Write Path Pipeline: Chunking During FITS to Zarr Conversion¶
When converting OVRO-LWA FITS files to Zarr format, chunking decisions are made at write time and persist for the lifetime of the dataset. This guide explains how the ingest pipeline handles chunking, where to configure it, and how to verify the results.
The Ingest Pipeline Flow¶
The FITS to Zarr conversion follows a multi-stage pipeline that processes observations grouped by time and frequency:
flowchart LR
A[FITS Files] --> B[fix_fits_headers]
B --> C[_load_for_combine]
C --> D[_combine_time_step]
D --> E[_write_or_append_zarr]
E --> F[Zarr Store]
style A fill:#e1f5ff
style F fill:#d4edda
style C fill:#fff4e1
Pipeline stages:
-
fix_fits_headers(): Normalizes FITS headers to ensure xradio compatibility by materializing BSCALE/BZERO scaling and adding required keywords.
-
_load_for_combine() (src/ovro_lwa_portal/fits_to_zarr_xradio.py:241): Reads individual FITS files, computes RA/Dec coordinates from the WCS, and applies spatial chunking via
xds.chunk({"l": chunk_lm, "m": chunk_lm})(line 316). -
_combine_time_step() (line 356): Merges multiple frequency subbands for a single time step using
xr.combine_by_coords(), clearing encoding metadata to prevent conflicts (line 416). -
_write_or_append_zarr() (line 445): Writes the combined dataset to disk using xradio's
write_image()function.
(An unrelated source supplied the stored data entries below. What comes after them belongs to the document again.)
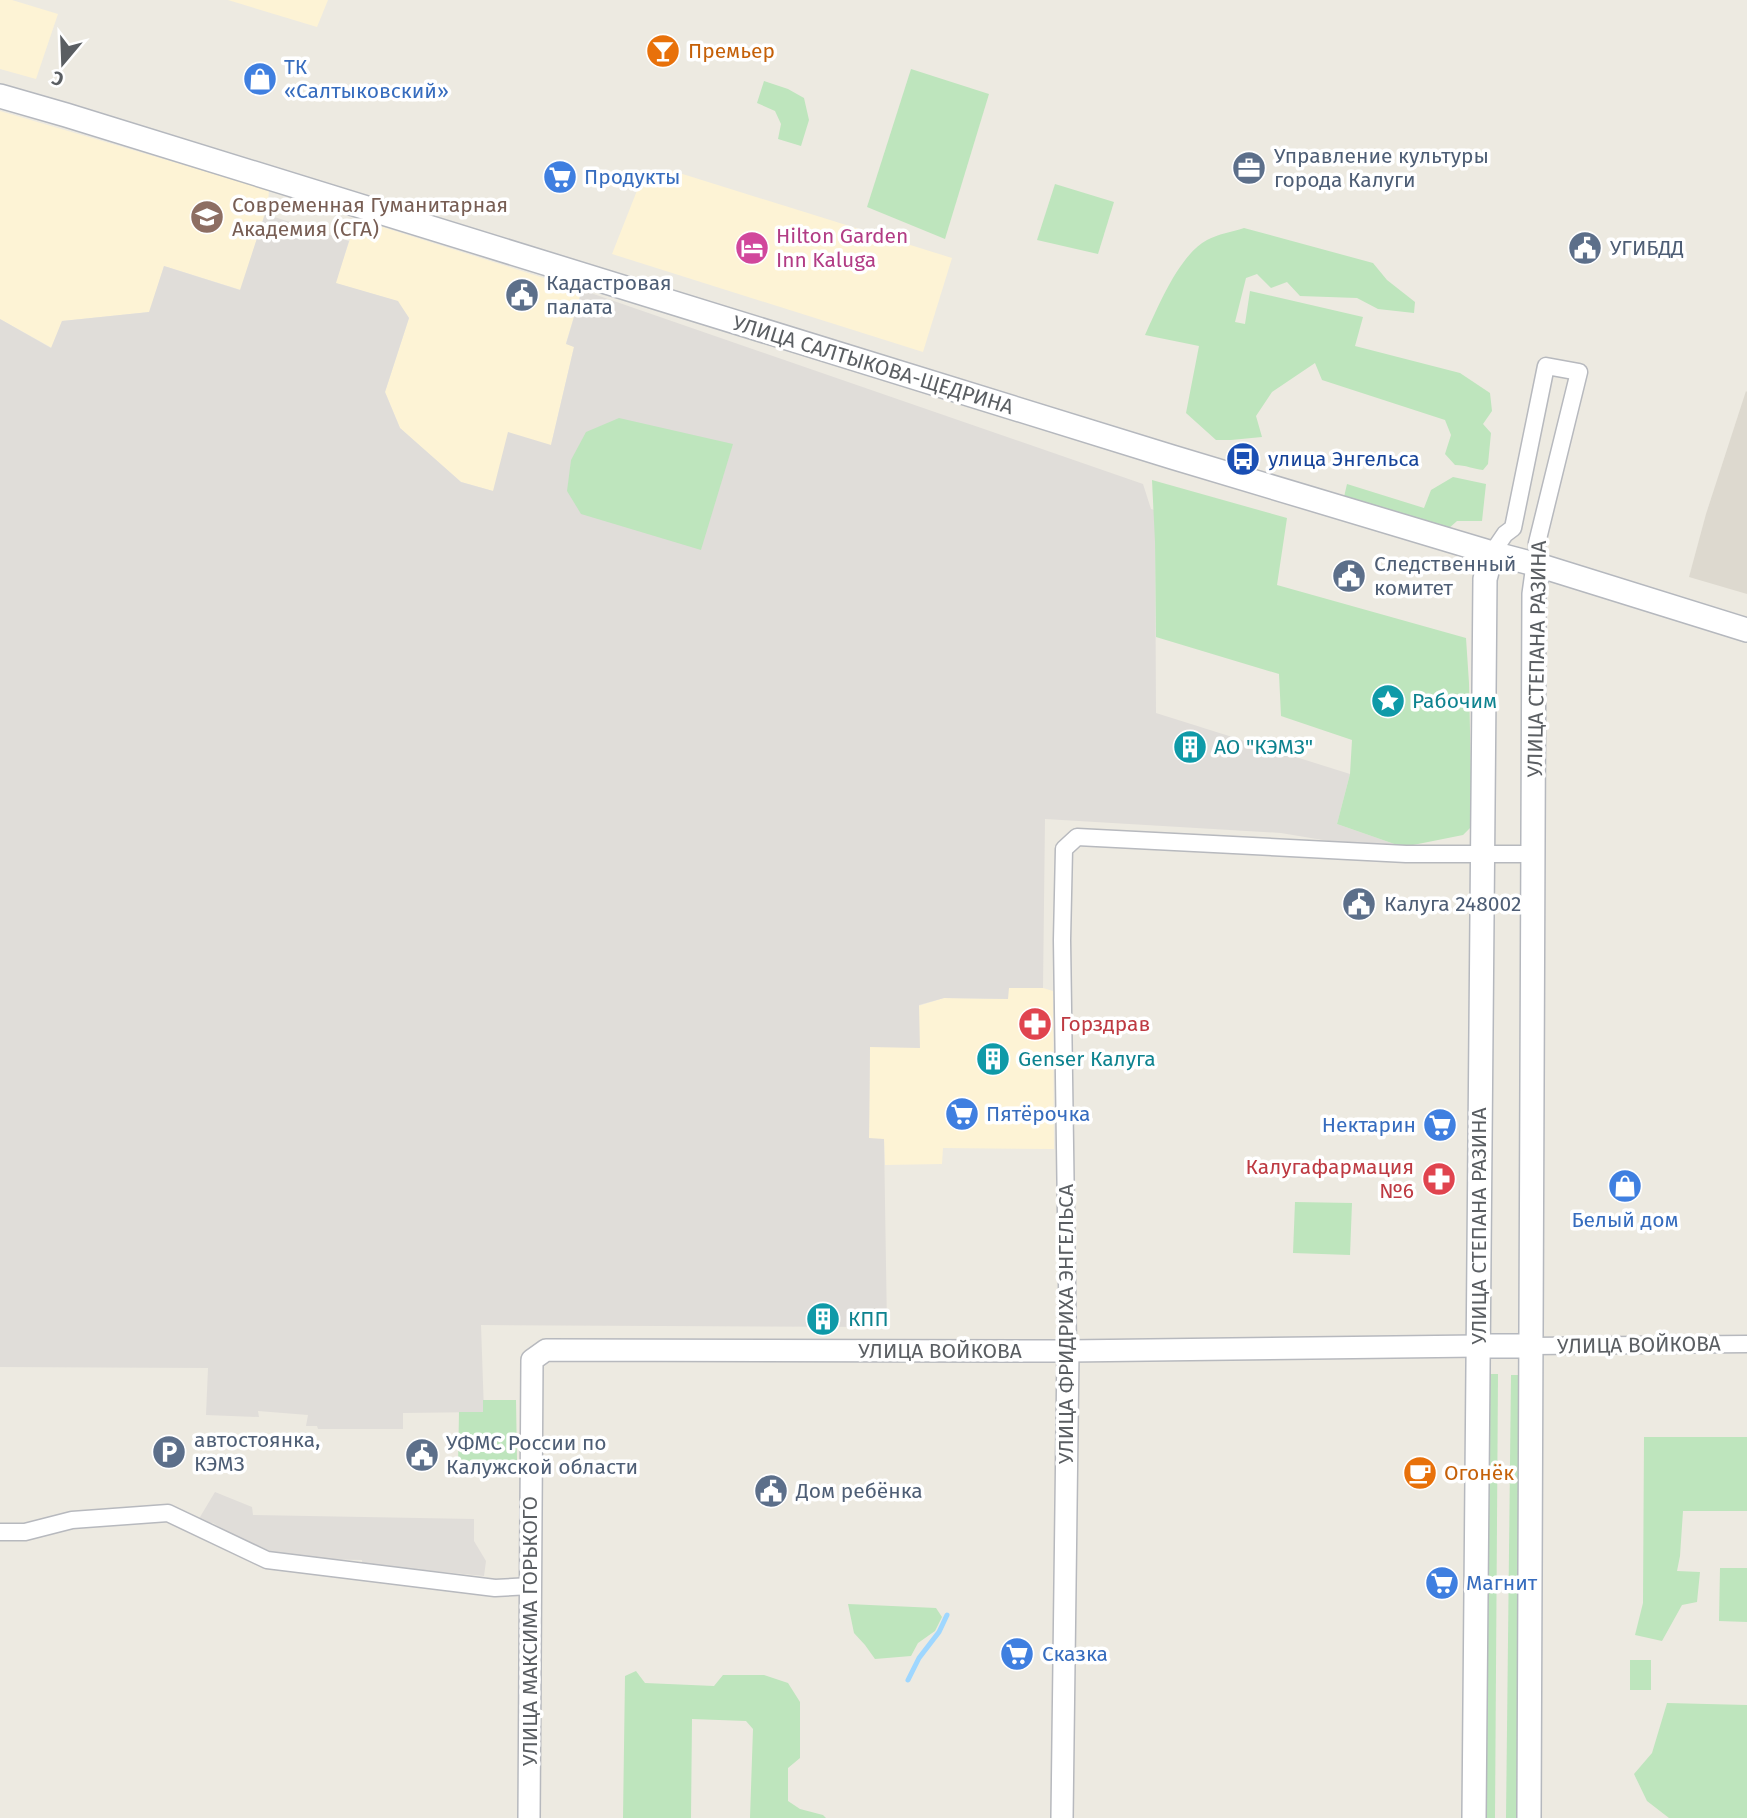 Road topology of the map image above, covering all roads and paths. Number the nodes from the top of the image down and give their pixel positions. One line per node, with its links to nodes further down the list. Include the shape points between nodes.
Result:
1 (0, 96): 2 (main road, УЛИЦА САЛТЫКОВА-ЩЕДРИНА)
2 (1492, 553): 3 (main road, УЛИЦА САЛТЫКОВА-ЩЕДРИНА); 3 (street, УЛИЦА СТЕПАНА РАЗИНА, via 1513,528 1546,366 1579,372 1537,542); 5 (main road, УЛИЦА СТЕПАНА РАЗИНА, via 1485,579)
3 (1538, 565): 4 (main road, УЛИЦА САЛТЫКОВА-ЩЕДРИНА); 6 (main road, УЛИЦА СТЕПАНА РАЗИНА, via 1534,594)
4 (1747, 630)
5 (1482, 855): 6 (street); 8 (main road, УЛИЦА СТЕПАНА РАЗИНА); 10 (street, УЛИЦА ФРИДРИХА ЭНГЕЛЬСА, via 1077,837 1064,849)
6 (1534, 855): 9 (main road, УЛИЦА СТЕПАНА РАЗИНА)
7 (1747, 1344): 9 (street, УЛИЦА ВОЙКОВА)
8 (1478, 1346): 9 (main road); 10 (street, УЛИЦА ВОЙКОВА); 16 (main road, УЛИЦА СТЕПАНА РАЗИНА)
9 (1531, 1346): 17 (main road, УЛИЦА СТЕПАНА РАЗИНА)
10 (1068, 1351): 11 (street, УЛИЦА ВОЙКОВА, via 546,1350); 15 (street, УЛИЦА ФРИДРИХА ЭНГЕЛЬСА)
11 (532, 1360): 13 (street, УЛИЦА МАКСИМА ГОРЬКОГО)
12 (0, 1532): 13 (street, via 25,1532 72,1520 168,1513 267,1560 495,1588)
13 (530, 1586): 14 (street, УЛИЦА МАКСИМА ГОРЬКОГО)
14 (528, 1818)
15 (1062, 1818)
16 (1474, 1818)
17 (1529, 1818)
For appends, it reads the existing store lazily, concatenates along the time dimension, and writes atomically to a temporary path before swapping into place. -
Zarr Store: The final Zarr directory contains chunked arrays stored as individual compressed blobs, with metadata in
.zarrayand.zattrsfiles.
Where chunking happens: The chunking decision is made in
_load_for_combine() at line 315–316, where the chunk_lm parameter controls the
spatial tile size. Time, frequency, and polarization dimensions are not
explicitly chunked at this stage and inherit defaults from xradio's
write_image() behavior.
The chunk_lm Parameter¶
The chunk_lm parameter controls the chunk size for the l and m spatial
dimensions, defining the size of spatial tiles that become individual chunks on
disk.
Default value: 1024 (creates 1024×1024 spatial tiles)
Setting via CLI:
# Use default chunking (1024×1024)
ovro-ingest convert /path/to/fits /path/to/output
# Custom chunk size (2048×2048 tiles)
ovro-ingest convert /path/to/fits /path/to/output --chunk-lm 2048
# Disable spatial chunking (single chunk per spatial frame)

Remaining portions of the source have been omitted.